**REQUIRED ACTION:** Where does the string "paths" occur in the entries below? Copy every line where it does.

Saved data entries

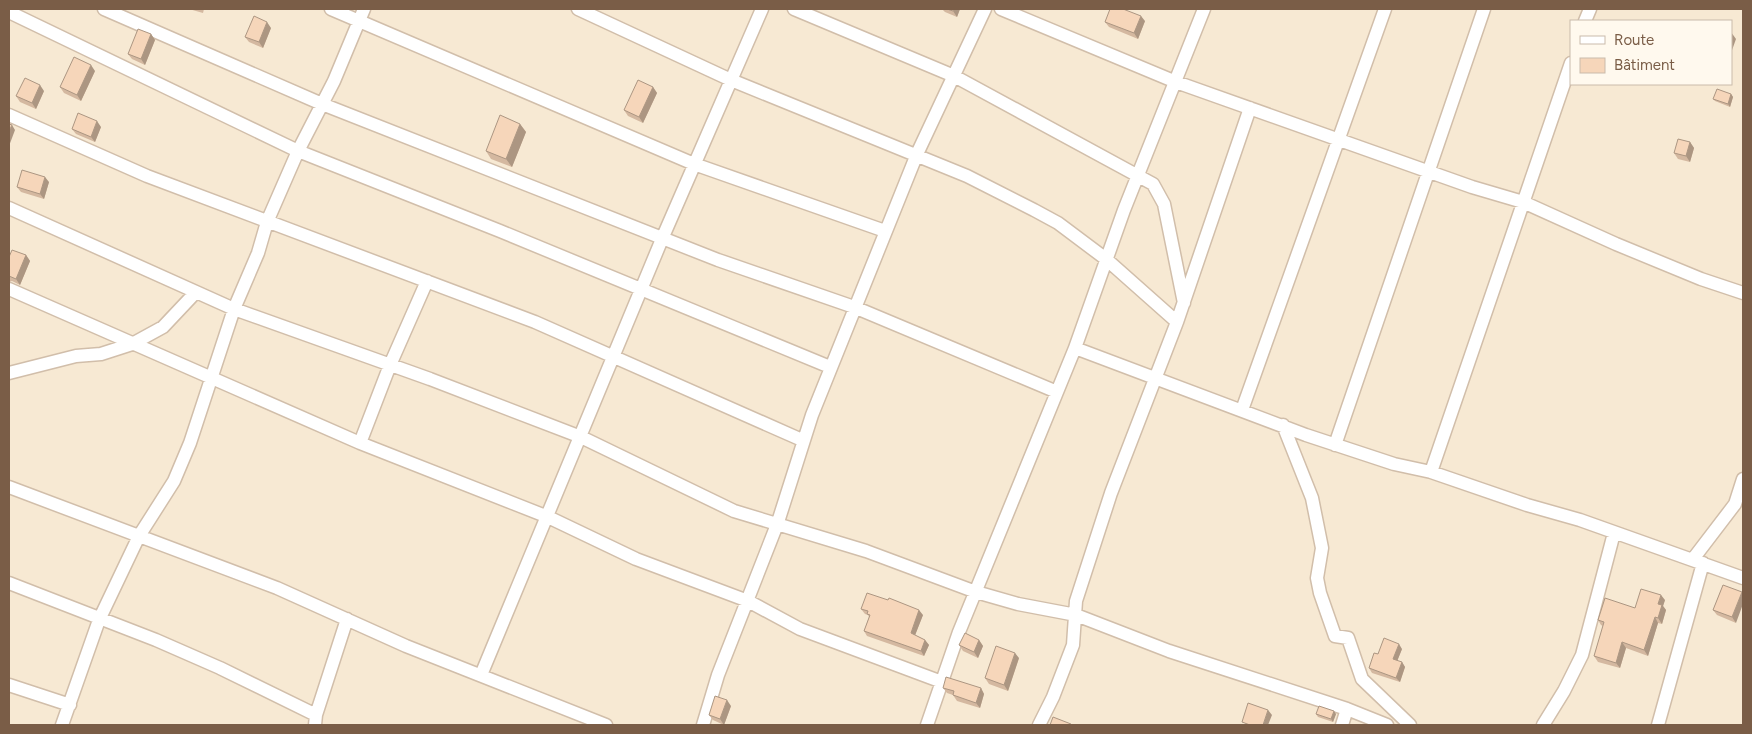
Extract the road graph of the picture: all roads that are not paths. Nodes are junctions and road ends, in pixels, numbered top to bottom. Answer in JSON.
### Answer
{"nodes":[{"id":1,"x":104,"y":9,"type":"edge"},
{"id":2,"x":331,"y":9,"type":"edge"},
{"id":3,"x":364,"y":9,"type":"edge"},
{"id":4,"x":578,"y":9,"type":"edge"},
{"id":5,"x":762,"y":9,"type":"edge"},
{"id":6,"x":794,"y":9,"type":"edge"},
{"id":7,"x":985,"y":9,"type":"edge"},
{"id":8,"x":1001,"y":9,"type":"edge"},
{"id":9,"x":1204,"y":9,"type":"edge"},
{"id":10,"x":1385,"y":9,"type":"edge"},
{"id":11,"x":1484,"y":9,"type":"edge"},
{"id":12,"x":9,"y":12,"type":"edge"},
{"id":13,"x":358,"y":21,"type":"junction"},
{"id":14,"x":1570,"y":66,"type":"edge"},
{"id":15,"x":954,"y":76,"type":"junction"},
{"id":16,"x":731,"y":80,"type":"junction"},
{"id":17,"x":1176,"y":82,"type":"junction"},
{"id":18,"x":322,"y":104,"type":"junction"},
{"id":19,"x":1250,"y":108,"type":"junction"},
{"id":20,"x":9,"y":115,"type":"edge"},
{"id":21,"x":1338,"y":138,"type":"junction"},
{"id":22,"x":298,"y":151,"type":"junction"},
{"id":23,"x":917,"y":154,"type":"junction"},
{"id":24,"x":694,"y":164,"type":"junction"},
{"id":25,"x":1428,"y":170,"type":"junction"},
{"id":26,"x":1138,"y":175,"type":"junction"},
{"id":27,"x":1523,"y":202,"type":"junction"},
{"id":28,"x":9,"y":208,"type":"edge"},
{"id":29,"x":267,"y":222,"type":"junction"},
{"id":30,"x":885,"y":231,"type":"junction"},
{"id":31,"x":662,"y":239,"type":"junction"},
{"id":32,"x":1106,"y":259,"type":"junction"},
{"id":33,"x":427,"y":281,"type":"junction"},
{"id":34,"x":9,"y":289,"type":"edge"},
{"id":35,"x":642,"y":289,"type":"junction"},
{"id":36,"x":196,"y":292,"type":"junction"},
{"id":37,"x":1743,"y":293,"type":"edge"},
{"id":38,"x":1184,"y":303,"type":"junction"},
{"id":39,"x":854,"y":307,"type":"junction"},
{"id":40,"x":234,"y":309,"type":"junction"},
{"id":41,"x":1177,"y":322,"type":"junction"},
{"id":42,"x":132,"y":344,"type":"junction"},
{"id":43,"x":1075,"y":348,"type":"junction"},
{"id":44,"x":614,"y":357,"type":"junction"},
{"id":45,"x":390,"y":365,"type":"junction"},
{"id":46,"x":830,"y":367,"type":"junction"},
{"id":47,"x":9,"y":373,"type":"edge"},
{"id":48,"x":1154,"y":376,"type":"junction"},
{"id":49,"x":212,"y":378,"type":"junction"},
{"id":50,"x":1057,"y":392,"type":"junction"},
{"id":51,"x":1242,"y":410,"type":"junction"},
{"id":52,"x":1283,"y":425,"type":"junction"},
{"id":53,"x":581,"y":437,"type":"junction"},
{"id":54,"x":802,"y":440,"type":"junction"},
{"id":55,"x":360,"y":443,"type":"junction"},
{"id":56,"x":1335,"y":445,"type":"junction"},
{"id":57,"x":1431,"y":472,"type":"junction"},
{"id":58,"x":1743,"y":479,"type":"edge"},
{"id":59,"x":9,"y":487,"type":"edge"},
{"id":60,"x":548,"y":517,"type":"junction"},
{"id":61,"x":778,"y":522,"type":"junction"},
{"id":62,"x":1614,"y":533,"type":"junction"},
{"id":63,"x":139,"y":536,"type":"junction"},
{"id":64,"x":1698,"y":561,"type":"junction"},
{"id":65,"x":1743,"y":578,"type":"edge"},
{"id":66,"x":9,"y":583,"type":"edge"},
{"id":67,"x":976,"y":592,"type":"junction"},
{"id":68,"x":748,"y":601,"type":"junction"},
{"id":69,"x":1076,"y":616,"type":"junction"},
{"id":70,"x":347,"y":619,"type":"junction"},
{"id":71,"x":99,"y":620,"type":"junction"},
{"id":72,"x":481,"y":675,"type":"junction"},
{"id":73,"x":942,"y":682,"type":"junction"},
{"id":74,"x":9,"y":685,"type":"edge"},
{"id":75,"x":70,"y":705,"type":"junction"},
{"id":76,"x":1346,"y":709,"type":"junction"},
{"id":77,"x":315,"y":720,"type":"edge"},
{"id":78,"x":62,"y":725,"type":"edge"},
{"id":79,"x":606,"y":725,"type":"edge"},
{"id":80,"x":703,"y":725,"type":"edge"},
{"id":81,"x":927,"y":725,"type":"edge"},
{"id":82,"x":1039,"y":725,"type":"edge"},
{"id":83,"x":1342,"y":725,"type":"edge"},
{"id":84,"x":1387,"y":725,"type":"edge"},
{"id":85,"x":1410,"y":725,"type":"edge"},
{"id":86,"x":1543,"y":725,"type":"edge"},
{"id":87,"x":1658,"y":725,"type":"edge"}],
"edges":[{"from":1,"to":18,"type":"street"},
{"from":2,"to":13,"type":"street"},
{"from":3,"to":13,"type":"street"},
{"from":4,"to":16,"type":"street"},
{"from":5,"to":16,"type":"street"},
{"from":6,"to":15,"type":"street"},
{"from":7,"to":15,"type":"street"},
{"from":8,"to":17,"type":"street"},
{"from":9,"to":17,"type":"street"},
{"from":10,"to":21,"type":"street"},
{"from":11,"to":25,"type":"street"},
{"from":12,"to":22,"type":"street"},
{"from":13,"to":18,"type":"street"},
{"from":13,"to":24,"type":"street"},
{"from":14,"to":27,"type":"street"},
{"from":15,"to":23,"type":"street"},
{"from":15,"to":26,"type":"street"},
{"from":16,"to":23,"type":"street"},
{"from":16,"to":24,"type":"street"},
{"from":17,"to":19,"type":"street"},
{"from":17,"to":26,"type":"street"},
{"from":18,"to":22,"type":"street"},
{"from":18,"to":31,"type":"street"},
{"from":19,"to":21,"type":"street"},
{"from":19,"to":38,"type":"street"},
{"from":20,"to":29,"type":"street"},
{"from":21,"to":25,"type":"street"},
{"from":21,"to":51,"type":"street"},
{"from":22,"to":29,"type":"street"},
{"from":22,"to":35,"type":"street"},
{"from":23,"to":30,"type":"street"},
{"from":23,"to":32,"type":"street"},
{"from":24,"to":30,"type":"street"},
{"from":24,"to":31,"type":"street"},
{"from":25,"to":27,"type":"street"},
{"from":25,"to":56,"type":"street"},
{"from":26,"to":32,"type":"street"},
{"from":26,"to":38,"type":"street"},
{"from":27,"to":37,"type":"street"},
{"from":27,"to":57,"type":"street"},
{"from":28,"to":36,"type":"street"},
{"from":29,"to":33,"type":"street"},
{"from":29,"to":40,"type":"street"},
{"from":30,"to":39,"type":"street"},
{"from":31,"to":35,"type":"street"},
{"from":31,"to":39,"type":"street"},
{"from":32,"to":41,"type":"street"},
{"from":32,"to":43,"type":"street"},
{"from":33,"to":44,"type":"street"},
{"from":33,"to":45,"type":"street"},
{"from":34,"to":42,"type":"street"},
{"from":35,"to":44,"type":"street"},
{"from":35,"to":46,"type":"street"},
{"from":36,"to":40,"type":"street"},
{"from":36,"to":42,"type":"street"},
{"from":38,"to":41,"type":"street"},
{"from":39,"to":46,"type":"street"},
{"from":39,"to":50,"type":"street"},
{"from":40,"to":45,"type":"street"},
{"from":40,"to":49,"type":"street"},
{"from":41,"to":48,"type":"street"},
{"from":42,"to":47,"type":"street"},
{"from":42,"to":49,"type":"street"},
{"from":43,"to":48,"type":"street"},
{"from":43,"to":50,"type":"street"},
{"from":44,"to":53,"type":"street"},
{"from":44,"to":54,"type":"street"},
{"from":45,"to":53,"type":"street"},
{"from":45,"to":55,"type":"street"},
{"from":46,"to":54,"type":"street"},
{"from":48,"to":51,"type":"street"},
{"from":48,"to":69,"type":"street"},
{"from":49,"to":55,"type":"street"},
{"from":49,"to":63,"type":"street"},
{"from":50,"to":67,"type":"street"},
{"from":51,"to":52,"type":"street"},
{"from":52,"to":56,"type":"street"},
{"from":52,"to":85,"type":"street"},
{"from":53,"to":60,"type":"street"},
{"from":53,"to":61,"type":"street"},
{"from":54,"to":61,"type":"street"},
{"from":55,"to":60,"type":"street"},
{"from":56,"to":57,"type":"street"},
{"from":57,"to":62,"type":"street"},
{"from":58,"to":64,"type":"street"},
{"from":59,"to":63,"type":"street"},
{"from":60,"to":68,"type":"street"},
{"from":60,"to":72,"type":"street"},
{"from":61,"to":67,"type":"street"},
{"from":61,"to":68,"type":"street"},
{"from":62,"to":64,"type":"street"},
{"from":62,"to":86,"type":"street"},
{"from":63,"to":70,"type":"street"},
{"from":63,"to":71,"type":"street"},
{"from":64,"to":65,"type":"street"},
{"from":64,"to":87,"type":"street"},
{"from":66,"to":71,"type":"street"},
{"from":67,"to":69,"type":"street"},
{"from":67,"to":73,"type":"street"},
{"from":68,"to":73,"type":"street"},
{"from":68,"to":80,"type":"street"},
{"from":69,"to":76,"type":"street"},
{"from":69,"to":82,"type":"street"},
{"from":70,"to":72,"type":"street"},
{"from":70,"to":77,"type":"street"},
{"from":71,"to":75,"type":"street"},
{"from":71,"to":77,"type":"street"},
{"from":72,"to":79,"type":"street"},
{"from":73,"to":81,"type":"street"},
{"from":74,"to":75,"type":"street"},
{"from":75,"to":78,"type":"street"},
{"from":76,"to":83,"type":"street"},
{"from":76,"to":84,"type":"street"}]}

...

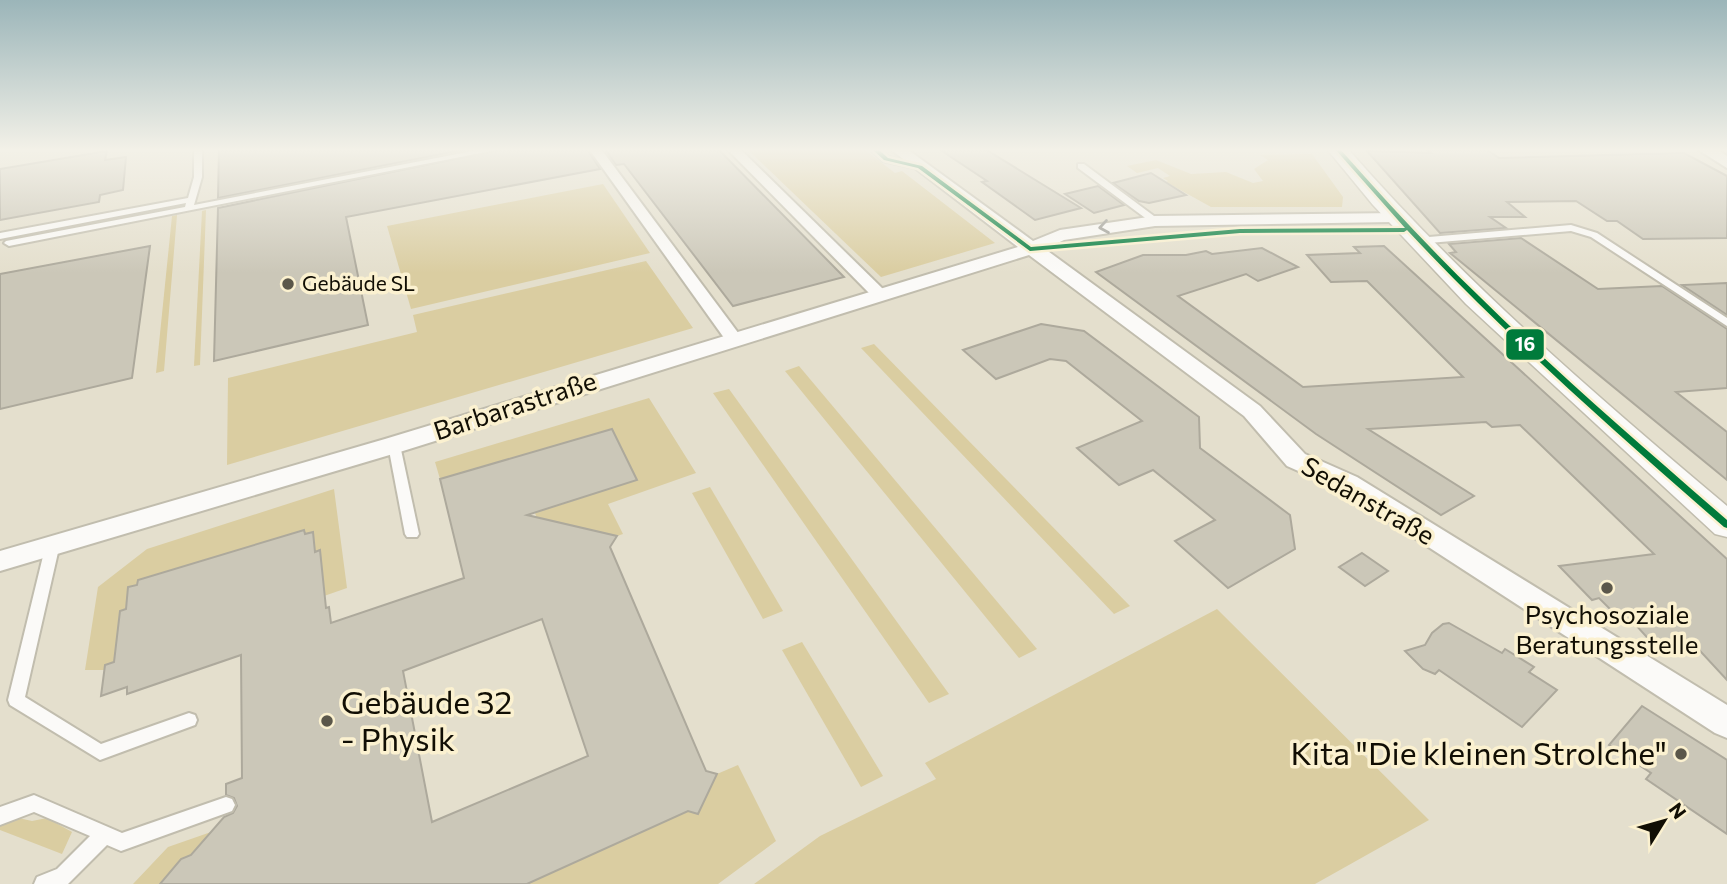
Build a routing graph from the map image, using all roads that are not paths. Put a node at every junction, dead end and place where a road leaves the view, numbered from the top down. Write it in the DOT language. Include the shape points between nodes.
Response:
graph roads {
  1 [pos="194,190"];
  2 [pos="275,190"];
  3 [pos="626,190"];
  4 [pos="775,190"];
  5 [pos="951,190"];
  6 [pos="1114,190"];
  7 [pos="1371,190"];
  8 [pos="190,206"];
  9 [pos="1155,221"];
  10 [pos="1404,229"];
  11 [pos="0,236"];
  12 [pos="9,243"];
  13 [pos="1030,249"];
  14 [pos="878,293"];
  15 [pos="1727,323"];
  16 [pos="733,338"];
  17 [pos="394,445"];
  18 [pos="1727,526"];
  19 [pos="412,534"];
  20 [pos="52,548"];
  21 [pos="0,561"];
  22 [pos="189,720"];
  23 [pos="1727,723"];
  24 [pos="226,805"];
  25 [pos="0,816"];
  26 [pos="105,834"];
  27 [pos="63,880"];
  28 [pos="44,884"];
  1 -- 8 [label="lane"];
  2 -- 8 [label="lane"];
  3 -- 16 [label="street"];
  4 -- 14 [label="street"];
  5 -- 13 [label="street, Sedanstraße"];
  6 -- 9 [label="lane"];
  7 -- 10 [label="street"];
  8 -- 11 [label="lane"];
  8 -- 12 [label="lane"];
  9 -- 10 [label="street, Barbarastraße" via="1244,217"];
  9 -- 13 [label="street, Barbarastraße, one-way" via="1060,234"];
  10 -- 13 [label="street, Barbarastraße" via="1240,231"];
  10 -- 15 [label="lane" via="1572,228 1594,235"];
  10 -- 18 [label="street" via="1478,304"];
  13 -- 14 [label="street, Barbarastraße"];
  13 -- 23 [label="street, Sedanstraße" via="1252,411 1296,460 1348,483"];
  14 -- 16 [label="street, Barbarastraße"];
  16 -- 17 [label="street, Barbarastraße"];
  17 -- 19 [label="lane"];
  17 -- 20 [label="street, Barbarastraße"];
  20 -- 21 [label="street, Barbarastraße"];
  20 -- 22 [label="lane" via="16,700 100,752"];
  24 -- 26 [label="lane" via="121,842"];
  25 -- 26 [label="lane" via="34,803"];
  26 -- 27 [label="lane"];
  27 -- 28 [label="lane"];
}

**ANSWER AREA:**
Extract the road graph of the picture: all roads that are not paths. Nodes are junctions and road ends, in pixels, numbered top to bottom. Answer in JSON.
Build a routing graph from the map image, using all roads that are not paths. Put a node at every junction, dead end and place where a road leaves the view, numbered from the top down. Write it in the DOT language. Include the shape points between nodes.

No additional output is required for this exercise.